The next dug-up in our street will be the uprooting of super-fast broadband cabling, giving superfast internet. I really didn’t want super speed. I am not into fibre optic cabling into my home right and up and into the bowels of my computer. What next, an internet colonoscopy?
I want a dug-up for slow-lane life introduction cable, you know a kind of strolling along speed. Is that still around? Is there an underground cable for just strolling?

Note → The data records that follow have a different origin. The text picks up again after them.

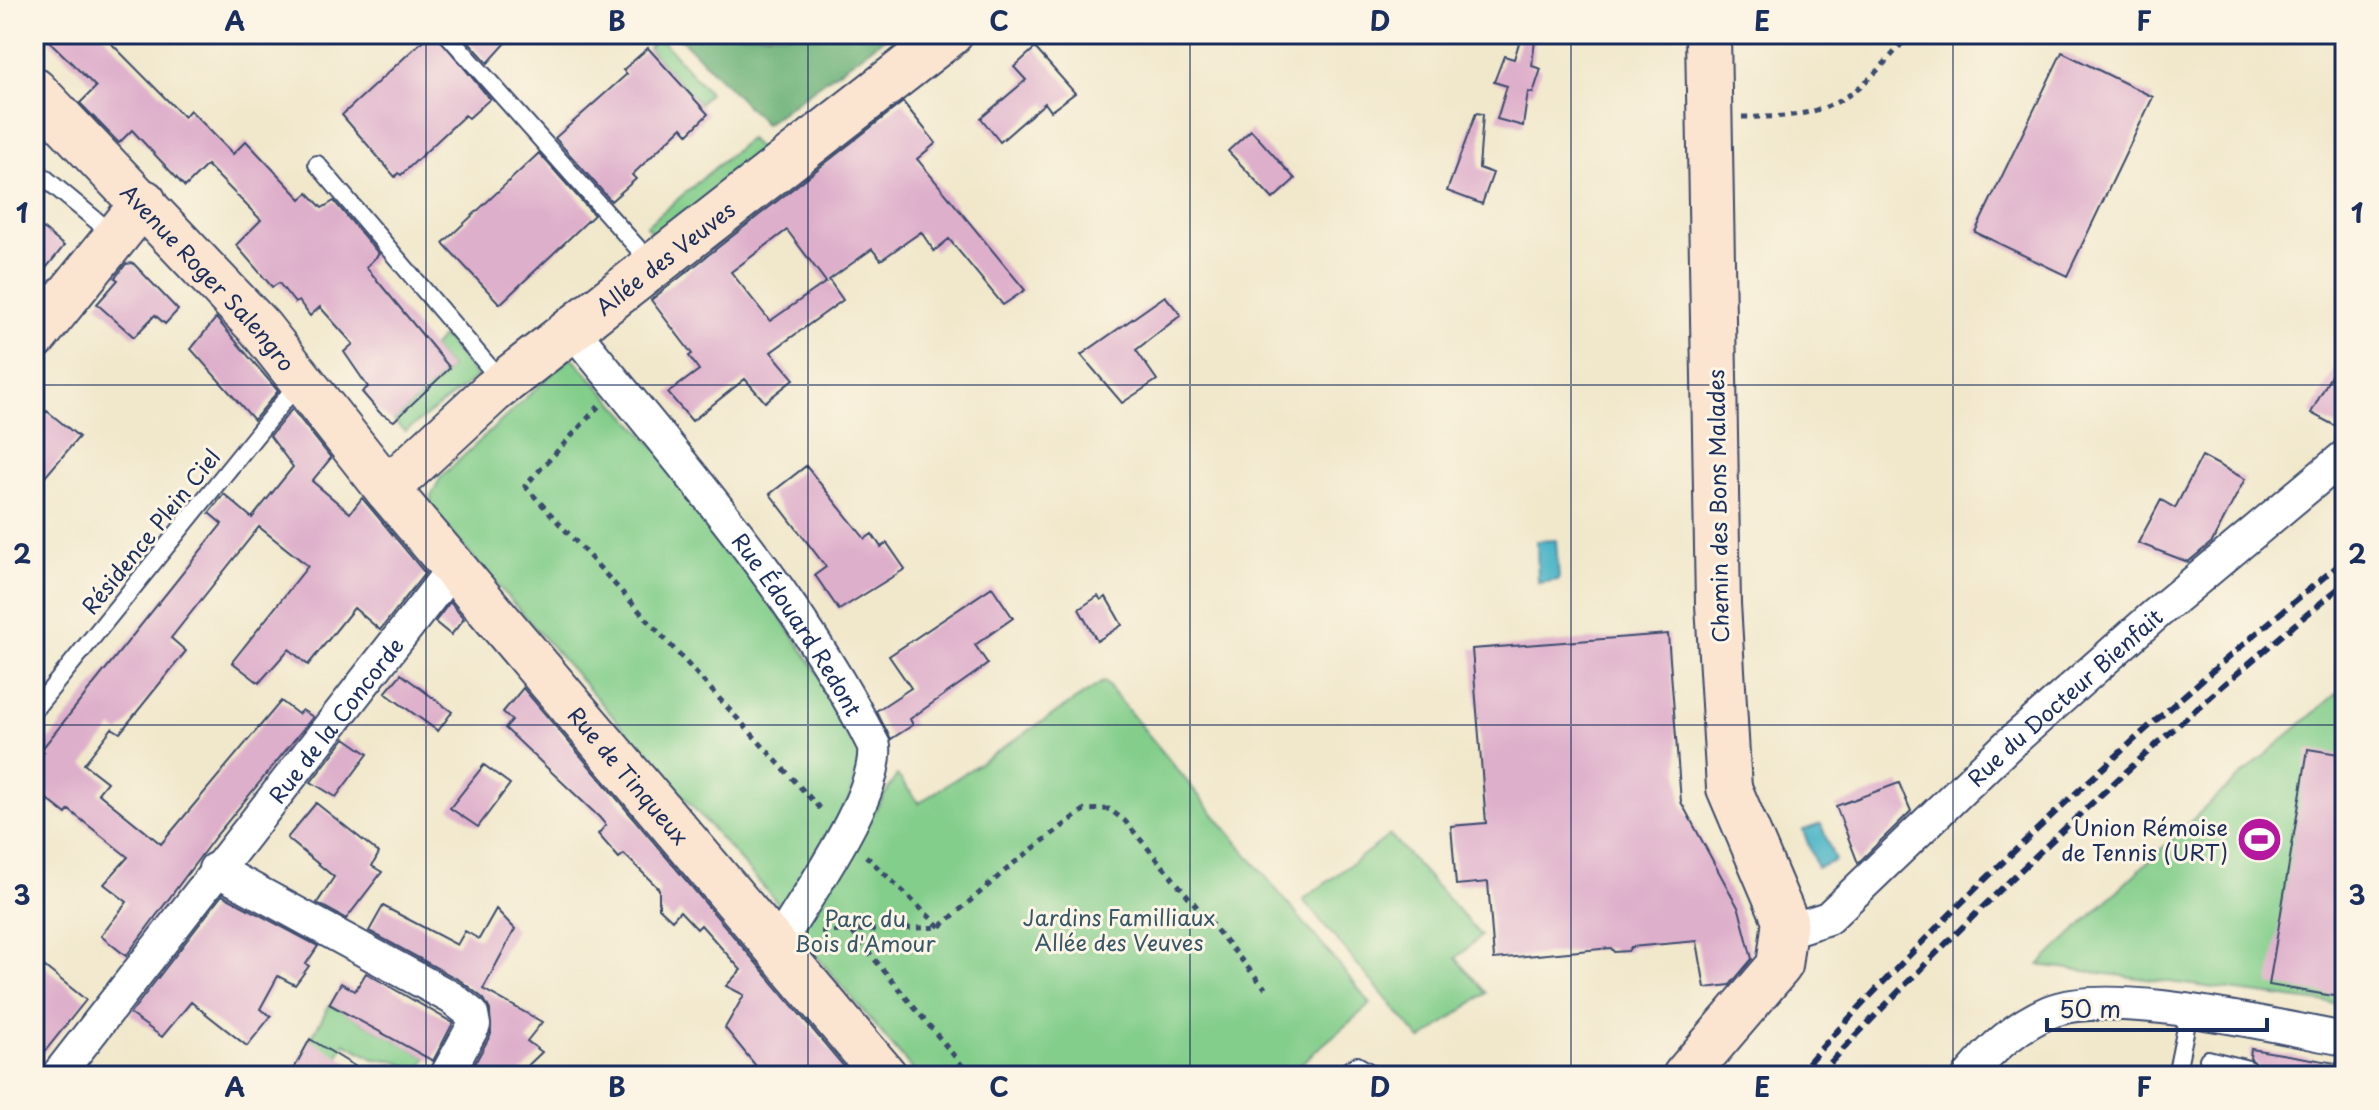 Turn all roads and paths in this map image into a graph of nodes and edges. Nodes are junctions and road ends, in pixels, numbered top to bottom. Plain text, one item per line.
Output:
1 (447, 34) edge
2 (950, 34) edge
3 (1708, 34) edge
4 (1910, 34) edge
5 (34, 90) edge
6 (1710, 115) junction
7 (317, 164) dead end
8 (34, 169) edge
9 (144, 202) junction
10 (116, 237) junction
11 (653, 266) junction
12 (572, 329) junction
13 (34, 338) edge
14 (301, 380) junction
15 (503, 383) junction
16 (618, 386) junction
17 (2345, 456) edge
18 (381, 481) junction
19 (454, 567) junction
20 (34, 710) edge
21 (843, 834) junction
22 (215, 869) junction
23 (940, 927) junction
24 (851, 931) junction
25 (782, 936) junction
26 (1782, 949) junction
27 (1265, 988) dead end
28 (2189, 1013) junction
29 (2345, 1039) edge
30 (2208, 1059) dead end
31 (965, 1069) dead end
32 (2248, 1069) dead end
33 (57, 1076) edge
34 (372, 1076) edge
35 (412, 1076) edge
36 (446, 1076) edge
37 (885, 1076) edge
38 (1339, 1076) edge
39 (1376, 1076) edge
40 (1685, 1076) edge
41 (1969, 1076) edge
42 (2176, 1076) edge

1 - 11 lane
2 - 11 street, Allée des Veuves
3 - 6 street, Chemin des Bons Malades
4 - 6 path
5 - 9 street, Avenue Roger Salengro
6 - 26 street, Chemin des Bons Malades
7 - 15 lane
8 - 10 lane
9 - 10 street
9 - 14 street, Avenue Roger Salengro
10 - 13 street
11 - 12 street, Allée des Veuves
12 - 15 street, Allée des Veuves
12 - 16 street, Rue Édouard Redont
14 - 18 street, Avenue Roger Salengro
14 - 20 lane, Résidence Plein Ciel
15 - 18 street, Allée des Veuves
16 - 21 street, Rue Édouard Redont
16 - 21 path
17 - 26 street, Rue du Docteur Bienfait
18 - 19 street, Rue de Tinqueux
19 - 22 street, Rue de la Concorde
19 - 25 street, Rue de Tinqueux
21 - 23 path
21 - 25 street, Rue Édouard Redont
22 - 33 street, Rue de la Concorde
22 - 36 street
23 - 24 path
23 - 27 path
24 - 25 path
24 - 31 path
25 - 37 street, Rue de Tinqueux
26 - 40 street
28 - 29 street
28 - 41 street
28 - 42 lane
30 - 32 lane
34 - 35 path
38 - 39 lane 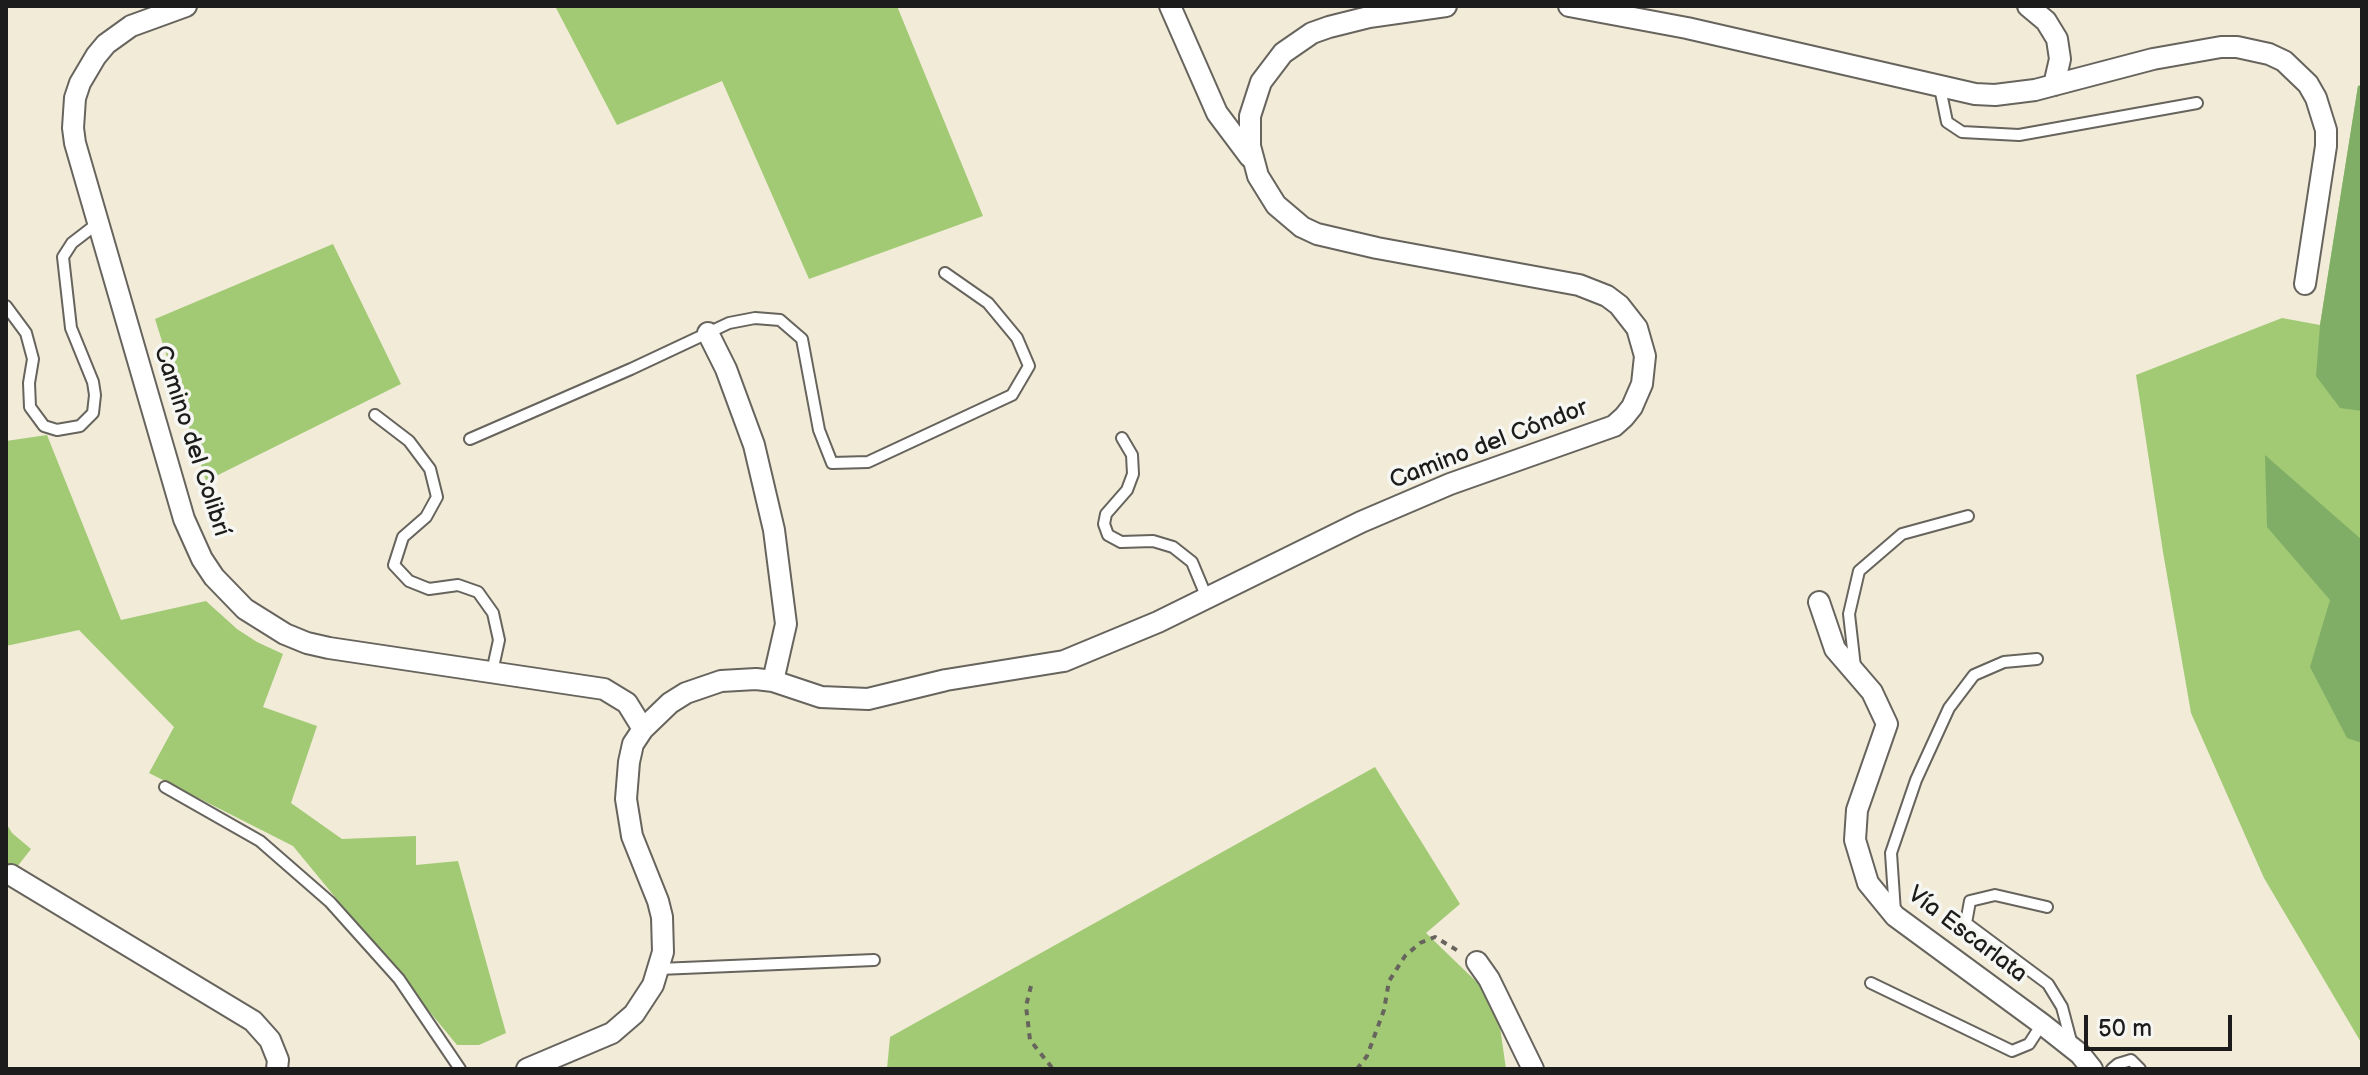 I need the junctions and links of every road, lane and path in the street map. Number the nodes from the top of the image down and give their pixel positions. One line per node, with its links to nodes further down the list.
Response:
1 (186, 6): 10 (street, Camino del Colibrí)
2 (1170, 6): 9 (street)
3 (1446, 6): 9 (street, Camino del Cóndor)
4 (1569, 6): 7 (street)
5 (2028, 6): 6 (street)
6 (2054, 85): 7 (street); 12 (street)
7 (1940, 88): 8 (lane)
8 (2197, 103)
9 (1253, 160): 19 (street, Camino del Cóndor)
10 (98, 223): 13 (lane); 22 (street, Camino del Colibrí)
11 (945, 273): 14 (lane)
12 (2305, 284)
13 (6, 306)
14 (708, 333): 17 (lane); 24 (street)
15 (375, 415): 22 (lane)
16 (1122, 438): 19 (lane)
17 (470, 439)
18 (1968, 516): 23 (lane)
19 (1207, 598): 24 (street, Camino del Cóndor)
20 (1819, 602): 23 (street, Vía Escarlata)
21 (2037, 659): 29 (lane)
22 (492, 672): 25 (street, Camino del Colibrí)
23 (1856, 673): 29 (street, Vía Escarlata)
24 (773, 681): 25 (street, Camino del Cóndor)
25 (643, 729): 32 (street, Camino del Cóndor)
26 (165, 787): 38 (lane)
27 (11, 875): 37 (street)
28 (2047, 907): 36 (lane)
29 (1895, 916): 35 (street, Vía Escarlata)
30 (874, 960): 32 (lane)
31 (1477, 962): 41 (path); 42 (street)
32 (659, 969): 39 (street, Camino del Cóndor)
33 (1871, 983): 35 (lane)
34 (1031, 986): 40 (path)
35 (2042, 1024): 36 (street, Vía Escarlata)
36 (2072, 1048): 43 (street, Vía Escarlata)
37 (277, 1069)
38 (460, 1069)
39 (527, 1069)
40 (1053, 1069)
41 (1357, 1069)
42 (1533, 1069)
43 (2092, 1069)
44 (2112, 1069): 45 (lane)
45 (2140, 1069)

I imagine a bulldozer waiting around the corner and a friendly man dressed in a green jacket dropping leaflets in post boxes. In the leaflet there will be a kind reminder that super fast living will be closed down. “please make sure you have enough milk and a sufficient supply of potatoes for at least a day or two” adding that a supply of AA and AAA batteries will be freely available from all post offices. Electricity will be available between 8pm and 5 am only. This will ensure that the elderly will be safe from stumbling in the dark in any urgent ablution needs. “Please, keep torches with batteries under your pillows”, the notice further exhorts the residents.
Next day, men in fluorescent jackets and mobile phones get to work early. The bulldozer eats it way digging up all the superfast living cables installed over the last few years and dumping it in large double bogey trucks. When the trucks are full of this superfast speed debris, large tarpaulin covers are hydraulically drawn over the useless rubble before they drive off to a large hole just outside town. No superfast-lifestyle was allowed to escape and cause a blimp into the slower living mode, now so desperately sought by many, especially those of advancing years with facial stubble and worry lines.
They now have drawers full of phone chargers, speed cables, retired routers, hard-drives and lonely looking memory sticks. The owners have long gone past memorising idle websites or E-Bay bargains and are on the cusp of dumping them at Father Riley or the Salvation Army. They are thirsty for slow speed and strolling about on the verge of a bubbling creek. They want so desperately to feed ducks and watch clouds go by.
The dumping by trucks of the superfast life styles into a disused superfast mine was accompanied by police on Triumph 650cc twin cylinder motorbikes. Children were waving little flags along the way. Ice-cream vans selling soft ice creams while chiming ‘Greensleeves’ had long queues. The superfast mine quarry was abandoned years ago leaving a large tailings sludge next to a toxic arsenic-green putrid smelling lake in which nothing moved. Not a single mosquito dared to land there. The surrounding trees were naked for miles around, even in summer. People living eighteen kilometres away claim that at some nights sobbing can be heard from the direction of this steaming acrid dump.
Meanwhile, the residents being released from the superfast cabling are just relishing peace and slowness having returned. Neighbours were seen to lend and borrow items from each other. A small boat of butter passed over the fence at Nr 23 Ascot Road, Bradford. Peals of laughter were heard across the privet fence of Mrs Kensington who only recently had lost her dear husband Dennis to a mishap while plugging in his router underneath the computer desk. He never got up again. She found him near the multi power point lead which was still flashing. “I found him still warm,” she kept repeating.
With this sudden leap into the strolling mode , thanks to the new slow speed cabling, she realised she still might have years ahead of her. Her memory of Dennis was fast fading and in any case he had the foresight to have signed a good funeral plan and left her with enough for years of future milk and potatoes. No wonder she managed a loud laugh. Things are inevitable, she realised. The slow speed gave her insight she might have missed with the fibre optic super fast life style. .
As the evening arrived, so did a new era.All people welcomed slow speed cabling. The Lord Mayer was given an ovation for his foresight as well.
The new dawn of strolling about, feeding ducks and barking dogs had arrived.